E’ evidente che su dette disposizioni il ricorrente non può fondare la propria pretesa, non avendo mai acquisito la qualifica dirigenziale e non essendo in possesso, per quanto si è già detto, dei requisiti a tal fine necessari.

7. La Corte territoriale ha, poi, escluso che il richiamo contenuto nel contratto individuale al trattamento economico previsto per il personale appartenente all’area della dirigenza scolastica potesse essere interpretato nel senso voluto dal ricorrente, sottolineando che, all’epoca della sottoscrizione, la dirigenza scolastica in senso proprio non era stata ancora istituita, tanto che il primo contratto di area risale ad un periodo di gran lunga successivo all’anno 1997. Ha, pertanto, ritenuto che il contratto avesse solo assicurato al R. la conservazione del trattamento economico di preside in godimento.

Il ricorrente, pur dolendosi della interpretazione data dal giudice di merito alla volontà contrattuale, non indica i criteri ermeneutici violati dalla Corte territoriale, sicchè la censura deve essere ritenuta inammissibile.

L’accertamento della volontà delle parti in relazione al contenuto del negozio si traduce in una indagine di fatto, affidata al giudice di merito e censurabile in sede di legittimità nella sola ipotesi di motivazione inadeguata ovvero di violazione di canoni legali di interpretazione contrattuale di cui agli artt. 1362 c.c. e segg.. Da ciò discende che, al fine di far valere una violazione sotto i richiamati profili, il ricorrente per cassazione deve non solo fare esplicito riferimento alle regole legali di interpretazione mediante specifica indicazione delle norme asseritamene violate e ai principi in esse contenuti, ma è tenuto, altresì, a precisare in quale modo e con quali considerazioni il giudice del merito si sia discostato dai canoni legali assunti come violati o se lo stesso li abbia applicati sulla base di argomentazioni illogiche od insufficienti, non essendo consentito il riesame del merito in sede di legittimità (Cass. 31.5.2010 n. 13242 e Cass. 9.10.2012 n. 17168).

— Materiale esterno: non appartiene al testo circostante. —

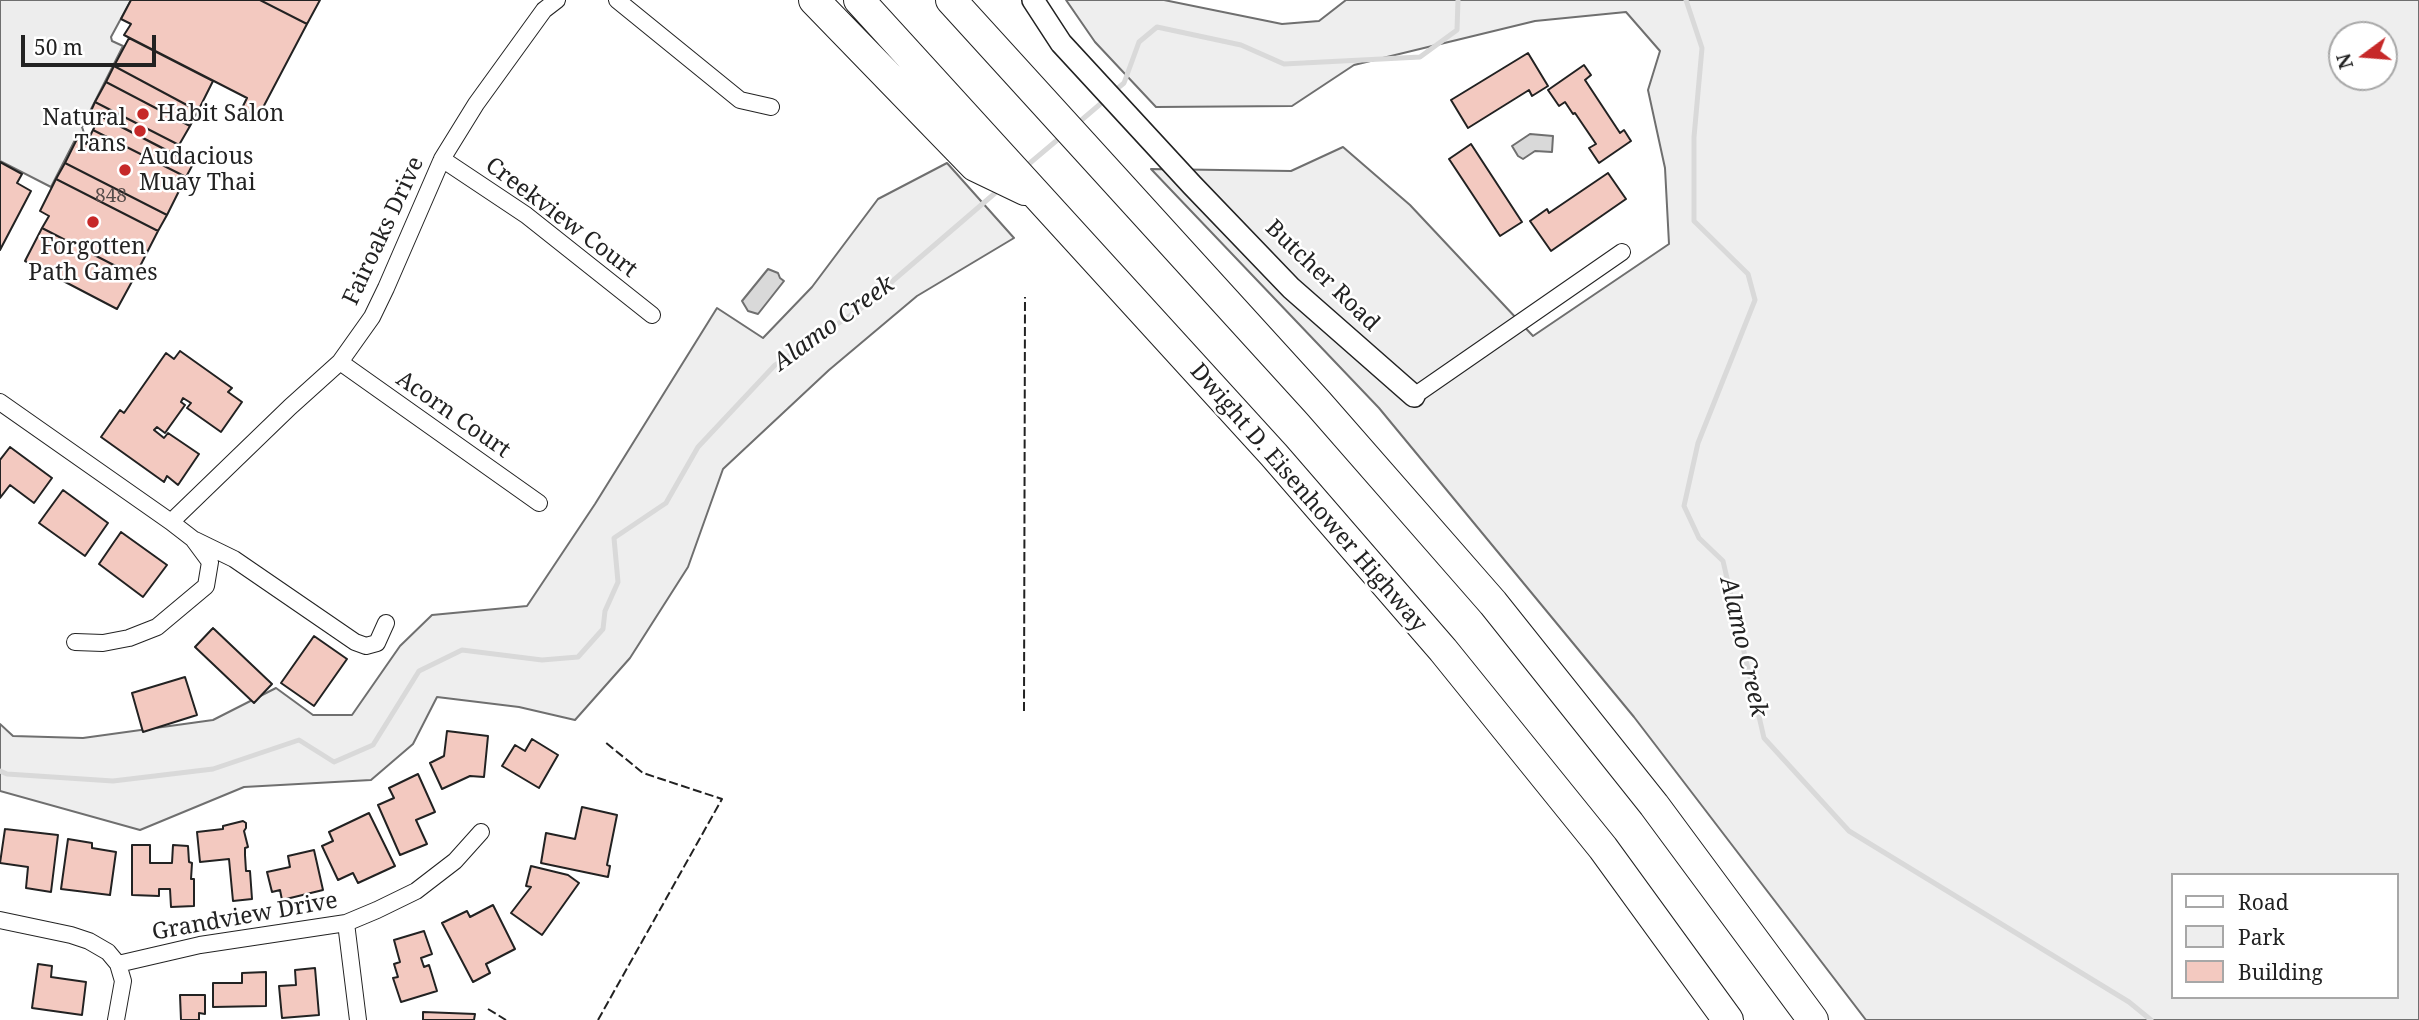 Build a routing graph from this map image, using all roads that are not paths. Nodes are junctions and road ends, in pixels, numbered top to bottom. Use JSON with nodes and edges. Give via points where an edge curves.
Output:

8. Il ricorso va, pertanto, rigettato.

Le spese del giudizio di legittimità seguono la soccombenza e devono essere poste a carico del ricorrente nella misura indicata in dispositivo.

PQM

 

La Corte rigetta il ricorso. Condanna il ricorrente al pagamento delle spese del giudizio di legittimità liquidate in Euro 3.500,00 per competenze professionali, oltre spese prenotate a debito.

Così deciso in Roma, nella Camera di consiglio, il 26 gennaio 2017.